As Pitt’s highly anticipated McCarl Hall of Champions is under construction, Panther fans can expect the changes to continue — Pitt’s athletic innovation will extend up “cardiac hill” to all athletic facilities.
In a question and answer roundtable discussion between Pitt athletic director Heather Lyke and the media April 25, Lyke presented several future plans the athletic department plans to enact as early as the 2018-19 season.
The plans were presented as a collaborative, University-wide project called “Victory Heights,” which Lyke said was still in a “silent phase” of development — meaning the master plan was still on paper. This project includes improvements to on-campus facilities like the Fitzgerald Field House and new projects that would provide updated facilities for student athletes.
“We’ve got an unbelievably strong coaching staff and they’re doing the best they can, but when you don’t really have a facility that you’re recruiting to, you have some limitations,” Lyke said. “Competitive facilities — it’s our teaching environment, it’s where our coaches teach every day, so you need technology, state-of-the-art equipment, medical care, nutrition, sports psychology and all of that — we were just behind.”
As the ACC Network launches a television station in connection to ESPN in the fall of 2019 across 15 campuses in the nation, there are major infrastructure costs that require investments from the schools. Multiple Pitt sports events are expected to broadcast at this national level, and in order to accommodate the necessary equipment for an endeavor like this, fans will see an in-house ACC Network studio specialized in producing sports content as they enter the doors of the Pete.
The changes for the ACC Network aren’t just for the front of the house of the Pete — they continue onto the court as well. Leading the roundtable meeting with her current and most concrete plan of the “Victory Heights” project, Lyke presented a renovation of the Pete’s court. She hopes a new layout will better include the students of the Oakland Zoo when they are broadcasted on national television in the future.
“You build the brand of Pitt not just as an athletic department but as a university, and the exposure for all of us is going to be exceptional,” Lyke said. “We’re a little bit far behind, so it gives us a chance to catch up with some of the other conferences that have that national media opportunity.”
Lyke plans to “flip the court” at the end of the upcoming season by moving the cameras to capture the students rather than the players on the benches. This would better reflect the intimidation of the Pete that other teams may face — a feeling that new basketball program hires men’s basketball head coach Jeff Capel and women’s basketball head coach Lance White know all too well.

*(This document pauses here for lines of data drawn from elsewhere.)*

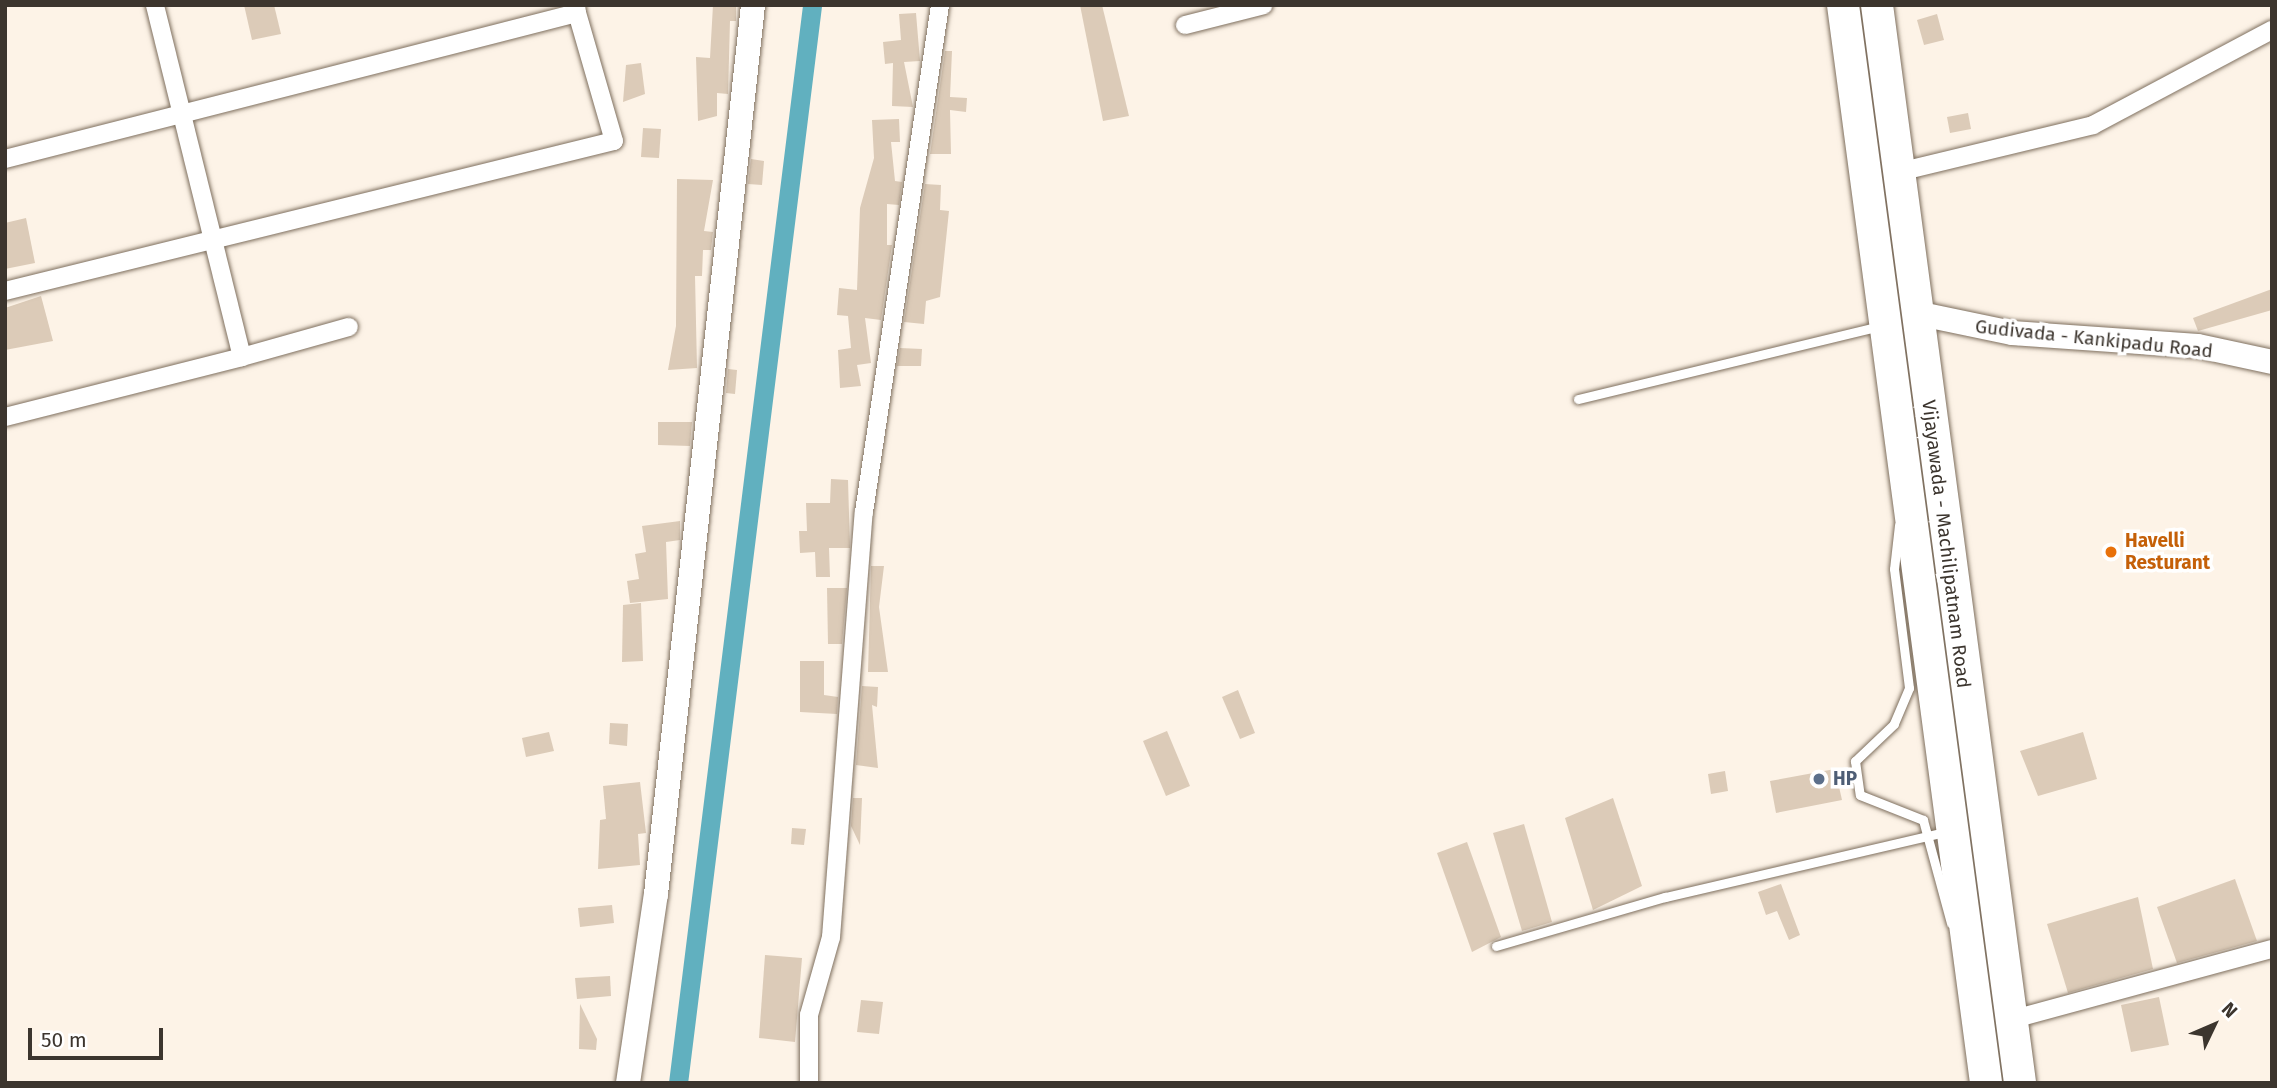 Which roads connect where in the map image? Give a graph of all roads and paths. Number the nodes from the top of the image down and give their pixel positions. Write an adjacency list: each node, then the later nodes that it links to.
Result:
1 (155, 5): 10 (street)
2 (753, 5): 27 (street)
3 (940, 5): 28 (street)
4 (1264, 5): 8 (street)
5 (1843, 5): 16 (highway, Vijayawada - Machilipatnam Road)
6 (1877, 5): 12 (highway, Vijayawada - Machilipatnam Road)
7 (577, 9): 10 (street); 13 (street)
8 (1185, 25)
9 (2272, 30): 12 (street)
10 (180, 111): 11 (street); 13 (street)
11 (5, 159)
12 (1895, 173): 15 (highway, Vijayawada - Machilipatnam Road)
13 (211, 237): 14 (street); 18 (street)
14 (5, 291)
15 (1916, 313): 19 (street, Gudivada - Kankipadu Road); 26 (highway, Vijayawada - Machilipatnam Road)
16 (1885, 324): 20 (lane); 22 (highway, Vijayawada - Machilipatnam Road)
17 (349, 327): 18 (street)
18 (242, 357): 21 (street)
19 (2272, 362)
20 (1578, 399)
21 (5, 417)
22 (1905, 480): 23 (highway, Vijayawada - Machilipatnam Road); 23 (lane)
23 (1940, 833): 24 (lane); 29 (highway, Vijayawada - Machilipatnam Road)
24 (1496, 946)
25 (2272, 948): 26 (street)
26 (2010, 1020): 30 (highway, Vijayawada - Machilipatnam Road)
27 (628, 1083)
28 (809, 1083)
29 (1986, 1083)
30 (2020, 1083)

In addition, the department will reseat the arena, add Wi-Fi to the stadium and renovate the floors of the court — but Lyke will leave the public guessing about the color scheme, hinting that it may be the vintage school colors.
“[Capel and White] were very interested in Pitt because they know what an unbelievably intimidating place the Petersen Events Center is to play,” Lyke said. “But I don’t know if the media or the national fan knows because our camera does not showcase the Pete as well as it could.”
The reach of the ACC Network at Pitt doesn’t stop at the Pete. With multiple broadcasting opportunities across the several sports venues utilized by Pitt, several miles worth of cable and wire will run through campus in order to cover all sports events from the central ACC Network studio hub at the Pete. The public can expect to hear a full overview of the project, informally called “Pitt Studios,” as early as September 2018.
Another part of “Victory Heights” is the construction of a new building to act as a center for human performance. This new state-of-the-art building would be used for strength conditioning, sports medicine and possibly collaborative human performance research with the University.
As far as sporting events, a new 3,000-seat arena will be implemented for volleyball, wrestling and gymnastics teams in the new building — as well as an indoor 300-meter track.
All of these adjustments to Pitt’s athletic facilities circle back to Lyke’s idea of a culture of comprehensive excellence in the department, which she discussed at the beginning of the roundtable discussion.
“Culture is made up of your people — the people are what define a culture,” Lyke said. “Getting the right people who believe in what we’re doing and believe that we can be absolutely competitive in the ACC — that’s what we aspire to do across our 18 teams.”
With the recent additions of Capel and White, Lyke says it is critical to solidify a strong foundation of leaders across the department that understand the expectations and have the same belief system in success.
But, having the right people is just one half of it — the other half is creating environments in which the coaches are able to carry out the visions of success they share.
“The goals are really to transform the student athlete experience here at Pitt — to show a demonstrative commitment to comprehensive excellence from the facility standpoint,” Lyke said. “Our plans are very exciting, bold, necessary and transformative.”